Yet another criminal HIPAA case:
Jane W. Duke, United States Attorney for the Eastern District of Arkansas, along with William C. Temple, Special Agent in Charge of the Little Rock Division of the Federal Bureau of Investigation, announced today the guilty plea of Andrea Smith, age 25, of Trumann, Arkansas. Smith, a licensed practical nurse, pleaded guilty to wrongfully disclosing individually identifiable health information for personal gain, a violation of the health information privacy provisions of the Health Insurance Portability and Accountability Act (“HIPAA”) contained in Title 42, United States Code, Section 1320d-6.. . .
Duke noted that criminal enforcement of HIPAA is a fairly new concept. In fact, the first Department of Justice HIPAA prosecution was initiated in 2004 in the Western District of Washington. Since then only a handful of such cases have followed.

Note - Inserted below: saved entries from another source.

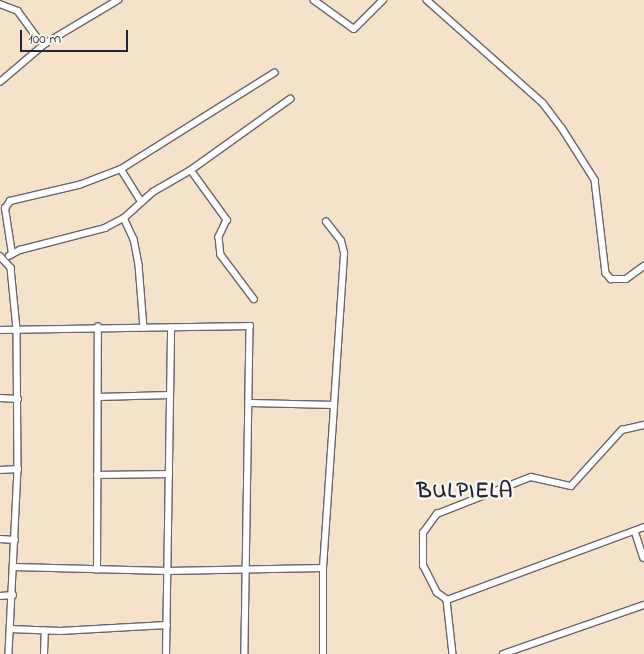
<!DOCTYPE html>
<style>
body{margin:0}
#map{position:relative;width:644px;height:654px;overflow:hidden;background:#f5e2c8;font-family:"Indie Flower",sans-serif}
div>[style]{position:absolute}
.roads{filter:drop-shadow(1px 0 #6c656c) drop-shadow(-1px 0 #6c656c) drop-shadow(0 1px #6c656c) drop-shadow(0 -1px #6c656c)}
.minor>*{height:5.5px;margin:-2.75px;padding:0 2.75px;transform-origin:2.75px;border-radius:2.75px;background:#fff}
span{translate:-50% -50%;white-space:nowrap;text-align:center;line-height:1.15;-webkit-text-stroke:4.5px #fbf7ec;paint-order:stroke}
.district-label{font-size:22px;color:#22223b;font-weight:700;letter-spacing:1px}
.scale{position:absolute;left:20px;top:30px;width:108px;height:22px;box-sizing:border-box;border:2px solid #22223b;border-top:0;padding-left:6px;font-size:15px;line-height:18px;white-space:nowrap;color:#22223b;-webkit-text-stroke:4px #fbf7ec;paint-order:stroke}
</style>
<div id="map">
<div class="roads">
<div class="minor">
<div style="left:314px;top:0;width:49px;rotate:35.9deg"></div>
<div style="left:354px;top:29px;width:41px;rotate:-45deg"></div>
<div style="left:427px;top:0;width:155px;rotate:41.6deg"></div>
<div style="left:543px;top:103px;width:31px;rotate:53deg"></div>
<div style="left:562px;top:128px;width:62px;rotate:57.6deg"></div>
<div style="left:595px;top:180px;width:94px;rotate:83.3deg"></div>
<div style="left:606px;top:273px;width:8px;rotate:50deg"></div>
<div style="left:611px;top:279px;width:15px"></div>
<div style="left:626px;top:279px;width:22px;rotate:-36deg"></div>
<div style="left:0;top:4px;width:19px;rotate:21deg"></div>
<div style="left:18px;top:11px;width:34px;rotate:54deg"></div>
<div style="left:38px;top:39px;width:9px;rotate:27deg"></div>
<div style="left:46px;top:43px;width:84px;rotate:-30.8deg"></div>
<div style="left:0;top:82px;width:60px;rotate:-40.3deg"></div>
<div style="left:121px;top:169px;width:38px;rotate:58deg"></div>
<div style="left:191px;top:170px;width:62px;rotate:54.2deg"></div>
<div style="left:227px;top:220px;width:19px;rotate:115deg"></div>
<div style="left:219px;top:237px;width:18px;rotate:84deg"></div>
<div style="left:221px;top:255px;width:55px;rotate:53.1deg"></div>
<div style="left:124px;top:218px;width:23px;rotate:65deg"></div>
<div style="left:134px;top:239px;width:26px;rotate:79deg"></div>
<div style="left:139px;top:265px;width:63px;rotate:85.5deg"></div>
<div style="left:12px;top:254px;width:46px;rotate:-98.8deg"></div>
<div style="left:5px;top:209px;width:9px;rotate:-58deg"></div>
<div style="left:10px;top:201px;width:71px;rotate:-13.1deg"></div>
<div style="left:79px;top:185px;width:45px;rotate:-20.9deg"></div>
<div style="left:121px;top:169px;width:181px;rotate:-32.1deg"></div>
<div style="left:0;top:256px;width:16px;rotate:47deg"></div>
<div style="left:11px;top:268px;width:61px;rotate:84.4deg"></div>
<div style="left:17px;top:329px;width:140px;rotate:89.6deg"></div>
<div style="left:18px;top:469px;width:185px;rotate:92.8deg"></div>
<div style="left:9px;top:256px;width:13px;rotate:-29deg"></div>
<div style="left:20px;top:250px;width:88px;rotate:-14.5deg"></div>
<div style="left:105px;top:228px;width:21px;rotate:-28deg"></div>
<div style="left:124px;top:218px;width:39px;rotate:-42deg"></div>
<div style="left:153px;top:192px;width:44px;rotate:-30.1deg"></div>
<div style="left:191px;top:170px;width:122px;rotate:-35.6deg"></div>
<div style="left:0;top:330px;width:250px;rotate:-0.9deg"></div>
<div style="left:250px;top:326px;width:328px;rotate:90.9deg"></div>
<div style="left:98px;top:397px;width:72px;rotate:-1.6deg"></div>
<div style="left:0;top:398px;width:18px;rotate:3deg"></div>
<div style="left:251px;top:403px;width:83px;rotate:1.4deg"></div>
<div style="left:334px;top:405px;width:152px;rotate:-86.2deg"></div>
<div style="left:344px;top:253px;width:12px;rotate:-104deg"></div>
<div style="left:341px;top:241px;width:24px;rotate:-128deg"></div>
<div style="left:0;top:470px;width:18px;rotate:-3deg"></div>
<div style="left:97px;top:475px;width:72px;rotate:-0.8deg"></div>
<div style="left:635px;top:531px;width:28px;rotate:72deg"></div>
<div style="left:0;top:539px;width:15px;rotate:4deg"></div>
<div style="left:14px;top:567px;width:153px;rotate:1.5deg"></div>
<div style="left:167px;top:571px;width:156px;rotate:-1.1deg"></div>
<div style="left:97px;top:570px;width:243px;rotate:-89.8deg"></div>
<div style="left:0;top:596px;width:13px;rotate:-4deg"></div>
<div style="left:447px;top:600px;width:12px;rotate:-145deg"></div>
<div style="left:437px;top:593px;width:30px;rotate:-117deg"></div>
<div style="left:423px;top:566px;width:33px;rotate:-90deg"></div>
<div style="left:423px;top:533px;width:24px;rotate:-54deg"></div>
<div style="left:437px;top:514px;width:101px;rotate:-21.5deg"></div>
<div style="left:531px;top:477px;width:41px;rotate:12.7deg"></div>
<div style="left:571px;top:486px;width:76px;rotate:-47.7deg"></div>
<div style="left:622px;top:430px;width:23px;rotate:-13deg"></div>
<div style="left:447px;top:600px;width:210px;rotate:-20.3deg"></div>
<div style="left:447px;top:600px;width:54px;rotate:83.7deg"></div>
<div style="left:10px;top:629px;width:50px;rotate:2.3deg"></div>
<div style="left:60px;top:631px;width:107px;rotate:-3.2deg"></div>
<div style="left:44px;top:654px;width:23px;rotate:-88deg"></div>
<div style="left:166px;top:654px;width:326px;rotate:-89.1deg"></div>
<div style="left:323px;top:654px;width:86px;rotate:-90deg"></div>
<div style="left:323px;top:568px;width:163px;rotate:-86.1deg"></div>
<div style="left:503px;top:654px;width:149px;rotate:-19.2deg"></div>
</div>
</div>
<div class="district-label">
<span style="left:465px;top:493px">BULPIELA</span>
</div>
<div class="scale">100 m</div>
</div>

Read the US Attorney's press release here.
This recent spate of criminal HIPAA prosecutions is interesting to say the least. Recall that in 2005 a memorandum opinion was prepared for the General Counsel of the Department of Health and Human Services and the Senior Counsel to the Deputy Attorney General that described a rather narrow scope under the HIPAA criminal provisions (emphasis is mine):
Specifically, you have asked, first, whether the only persons who may be directly liable under section 1320d-6 are those persons to whom the substantive requirements of the subtitle, as set forth in the regulations promulgated thereunder, apply—i.e., health plans, health care clearinghouses, certain health care providers, and Medicare prescription drug card sponsors—or whether this provision may also render directly liable other persons, particularly those who obtain protected health information in a manner that causes a person to whom the substantive requirements of the subtitle apply to release the information in violation of that law. We conclude that health plans, health care clearinghouses, those health care providers specified in the statute, and Medicare prescription drug card sponsors may be prosecuted for violations of section 1320d-6. In addition, depending on the facts of a given case, certain directors, officers, and employees of these entities may be liable directly under section 1320d-6, in accordance with general principles of corporate criminal liability, as these principles are developed in the course of particular prosecutions. Other persons may not be liable directly under this provision. The liability of persons for conduct that may not be prosecuted directly under section 1320d-6 will be determined by principles of aiding and abetting liability and of conspiracy liability.
The memorandum opinion was notable at the time for defining a much smaller scope of potential criminal liability than what was anticipated in the legal community. The weight of the memo was undoubtedly a factor in the overall small number of HIPAA prosecutions in the years since the regulations went into effect.
That appears to be changing somewhat. Both Dwight McPherson (NewYork-Presbyterian Hospital/Weill Cornell Medical Center) and Lawanda Jackson(UCLA Medical Center) appear to have been low-level clerks whose actions would be difficult to impute to the Covered Entity itself.
An April 29, 2008 article in the Wall Street Journal hinted at more aggressive criminal enforcement of privacy breaches than what has been widely reported. iHealthBeat covered the article for those still waiting for WSJ to move to free content:
HHS said several hundred violations of the HIPAA medical privacy rule have been reported to the U.S. Department of Justice for criminal prosecution.However, a DOJ spokesperson said that the department has filed about 200 criminal cases since 2003 under a statute that includes HIPAA but that not all cases are necessarily HIPAA-related (Rubenstein, Wall Street Journal, 4/29).